- North Bruny
- Coordinates: 43°06′58″S 147°21′05″E﻿ / ﻿43.1161°S 147.3514°E
- Country: Australia
- State: Tasmania
- Region: Hobart
- LGA: Kingborough;
- Location: 34 km (21 mi) NE of Alonnah;

Government
- • State electorate: Franklin;
- • Federal division: Franklin;

Population
- • Total: 95 (2016 census)
- Postcode: 7150
Localities around North Bruny
| D'Entrecasteaux Channel, Dennes Point | Derwent River | Storm Bay |
| D'Entrecasteaux Channel, Barnes Bay, Killora, Apollo Bay | North Bruny | Storm Bay |
| D'Entrecasteaux Channel, Great Bay | South Bruny | Storm Bay |

= North Bruny, Tasmania =

North Bruny is a rural locality on Bruny Island in the local government area of Kingborough in the Hobart region of Tasmania.
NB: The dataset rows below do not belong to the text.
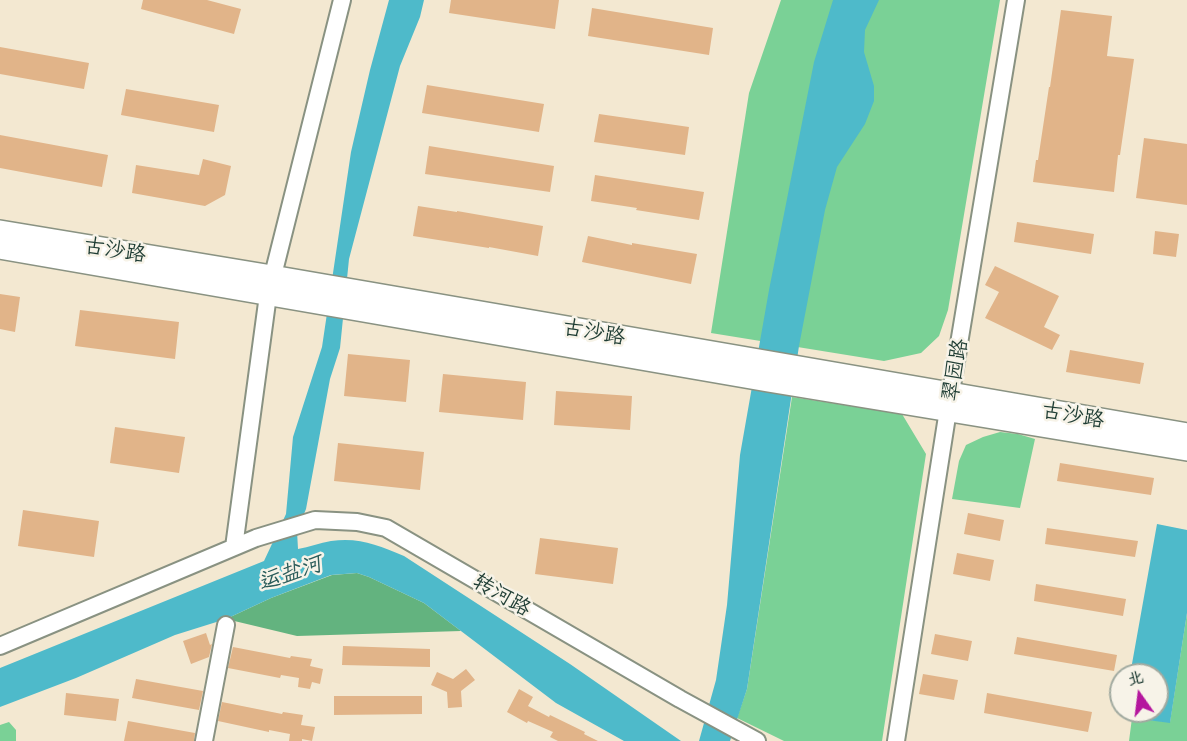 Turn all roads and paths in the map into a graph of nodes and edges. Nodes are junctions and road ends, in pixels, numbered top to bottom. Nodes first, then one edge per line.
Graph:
1 (342, 0) edge
2 (1017, 0) edge
3 (0, 231) edge
4 (0, 248) edge
5 (270, 286) junction
6 (949, 402) junction
7 (1187, 434) edge
8 (1187, 450) edge
9 (234, 547) junction
10 (226, 625) dead end
11 (0, 646) edge
12 (754, 739) edge
13 (204, 741) edge
14 (896, 741) edge

1 - 5 street
2 - 6 street, 翠园路
3 - 5 main road, 古沙路
4 - 5 main road, 古沙路
5 - 6 main road, 古沙路
5 - 9 street
6 - 7 main road, 古沙路
6 - 8 main road, 古沙路
6 - 14 street, 翠园路
9 - 11 street
9 - 12 street, 转河路
10 - 13 street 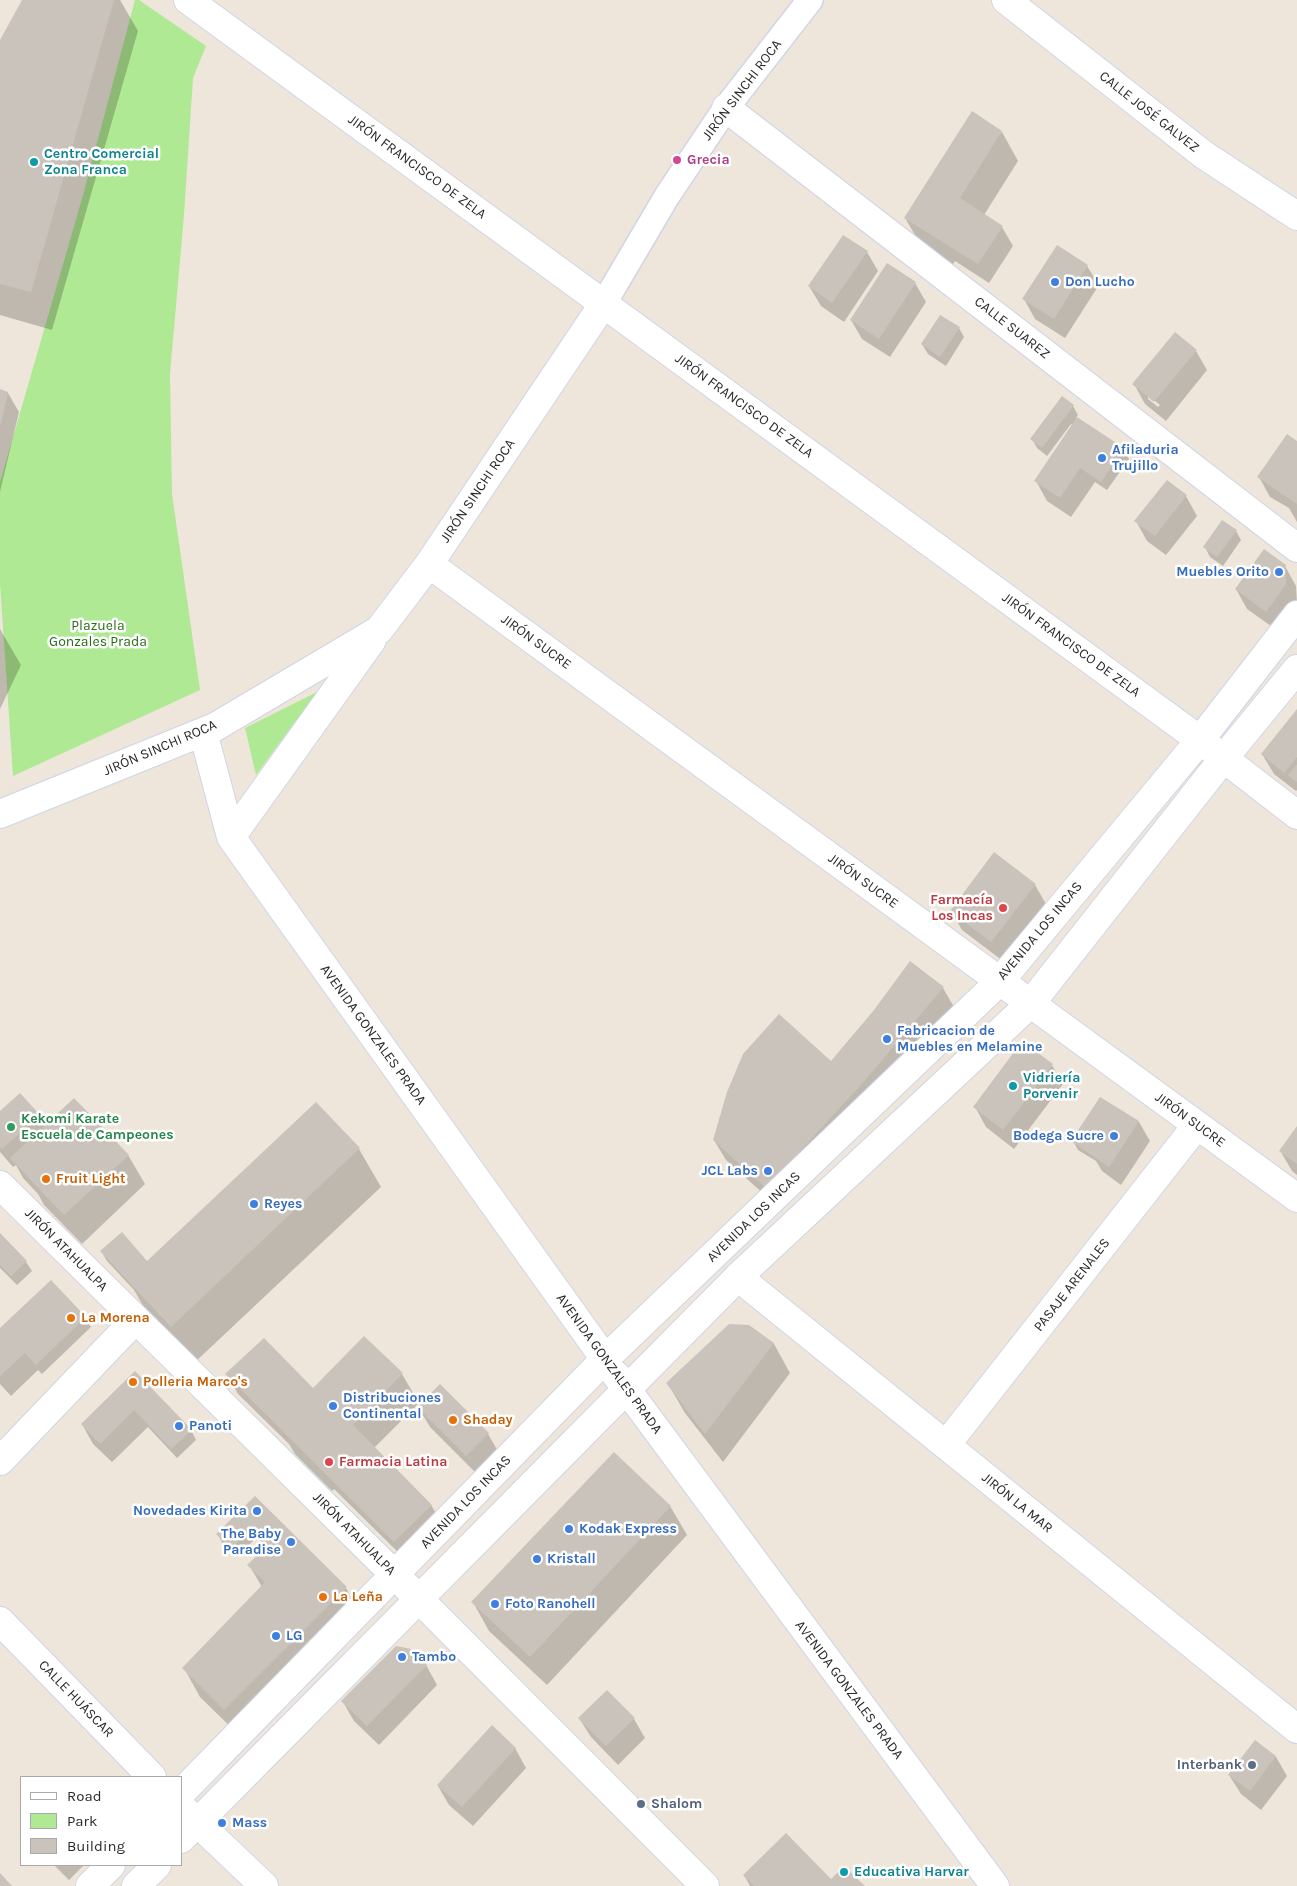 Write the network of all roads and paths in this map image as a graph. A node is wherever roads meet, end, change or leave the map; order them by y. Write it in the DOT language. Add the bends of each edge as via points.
graph roads {
  1 [pos="188,0"];
  2 [pos="810,0"];
  3 [pos="1006,0"];
  4 [pos="726,108"];
  5 [pos="1297,216"];
  6 [pos="604,303"];
  7 [pos="1297,548"];
  8 [pos="429,564"];
  9 [pos="1297,615"];
  10 [pos="379,630"];
  11 [pos="1297,669"];
  12 [pos="203,732"];
  13 [pos="1200,740"];
  14 [pos="1223,759"];
  15 [pos="0,814"];
  16 [pos="1297,815"];
  17 [pos="231,837"];
  18 [pos="1000,981"];
  19 [pos="1031,1004"];
  20 [pos="1197,1125"];
  21 [pos="0,1185"];
  22 [pos="1297,1198"];
  23 [pos="738,1277"];
  24 [pos="136,1319"];
  25 [pos="605,1359"];
  26 [pos="626,1390"];
  27 [pos="946,1445"];
  28 [pos="0,1461"];
  29 [pos="395,1575"];
  30 [pos="418,1598"];
  31 [pos="0,1622"];
  32 [pos="1297,1729"];
  33 [pos="151,1776"];
  34 [pos="182,1792"];
  35 [pos="187,1823"];
  36 [pos="110,1866"];
  37 [pos="156,1866"];
  38 [pos="90,1886"];
  39 [pos="136,1886"];
  40 [pos="264,1886"];
  41 [pos="705,1886"];
  42 [pos="995,1886"];
  1 -- 6 [label="street, JIRÓN FRANCISCO DE ZELA"];
  2 -- 4 [label="street, JIRÓN SINCHI ROCA"];
  3 -- 5 [label="street, CALLE JOSÉ GALVEZ" via="1204,156"];
  4 -- 6 [label="street, JIRÓN SINCHI ROCA" via="667,196"];
  4 -- 7 [label="street, CALLE SUAREZ"];
  6 -- 8 [label="street, JIRÓN SINCHI ROCA"];
  6 -- 13 [label="street, JIRÓN FRANCISCO DE ZELA"];
  8 -- 10 [label="street, JIRÓN SINCHI ROCA"];
  8 -- 18 [label="street, JIRÓN SUCRE"];
  9 -- 13 [label="street, AVENIDA LOS INCAS"];
  10 -- 12 [label="street, JIRÓN SINCHI ROCA"];
  10 -- 17 [label="street"];
  11 -- 14 [label="street"];
  12 -- 15 [label="street, JIRÓN SINCHI ROCA"];
  12 -- 17 [label="street, AVENIDA GONZALES PRADA"];
  13 -- 14 [label="street, JIRÓN FRANCISCO DE ZELA"];
  13 -- 18 [label="street, AVENIDA LOS INCAS"];
  14 -- 16 [label="street, JIRÓN FRANCISCO DE ZELA"];
  14 -- 19 [label="street"];
  17 -- 25 [label="street, AVENIDA GONZALES PRADA"];
  18 -- 19 [label="street, JIRÓN SUCRE"];
  18 -- 25 [label="street, AVENIDA LOS INCAS"];
  19 -- 20 [label="street, JIRÓN SUCRE"];
  19 -- 23 [label="street"];
  20 -- 22 [label="street, JIRÓN SUCRE"];
  20 -- 27 [label="street, PASAJE ARENALES"];
  21 -- 24 [label="street, JIRÓN ATAHUALPA"];
  23 -- 26 [label="street"];
  23 -- 27 [label="street, JIRÓN LA MAR"];
  24 -- 28 [label="street"];
  24 -- 29 [label="street, JIRÓN ATAHUALPA"];
  25 -- 26 [label="street, AVENIDA GONZALES PRADA"];
  25 -- 29 [label="street, AVENIDA LOS INCAS"];
  26 -- 30 [label="street"];
  26 -- 42 [label="street, AVENIDA GONZALES PRADA"];
  27 -- 32 [label="street, JIRÓN LA MAR"];
  29 -- 30 [label="street, JIRÓN ATAHUALPA"];
  29 -- 34 [label="street, AVENIDA LOS INCAS"];
  30 -- 35 [label="street"];
  30 -- 41 [label="street, JIRÓN ATAHUALPA"];
  31 -- 33 [label="street, CALLE HUÁSCAR"];
  35 -- 40 [label="street"];
  36 -- 38 [label="street"];
  37 -- 39 [label="street"];
}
It is located about 34 km north-east of the town of Alonnah, the largest town on the island. The 2016 census determined a population of 95 for the state suburb of North Bruny.

==History==
North Bruny was gazetted as the locality of North Bruny Island in 1967, and re-gazetted with its current name in 1974.

==Geography==
The D'Entrecasteaux Channel forms much of the western boundary, and Storm Bay is to the east.

==Road infrastructure==
The B66 route (Lennon Road / Bruny Island Main Road) starts at Roberts Point Boat Ramp in the west and runs east and then south before passing through Great Bay and exiting. Route C625 (a continuation of Bruny Island Main Road) starts at an intersection with B66 and runs north to Dennes Point, near the northern tip of the island. From there it turns south along the western shore as Nebraska Road and Killora Road (through Killora) until it reaches Quarantine Bay, where it turns east to eventually end a loop at an intersection with itself (C625) on Bruny Island Main Road.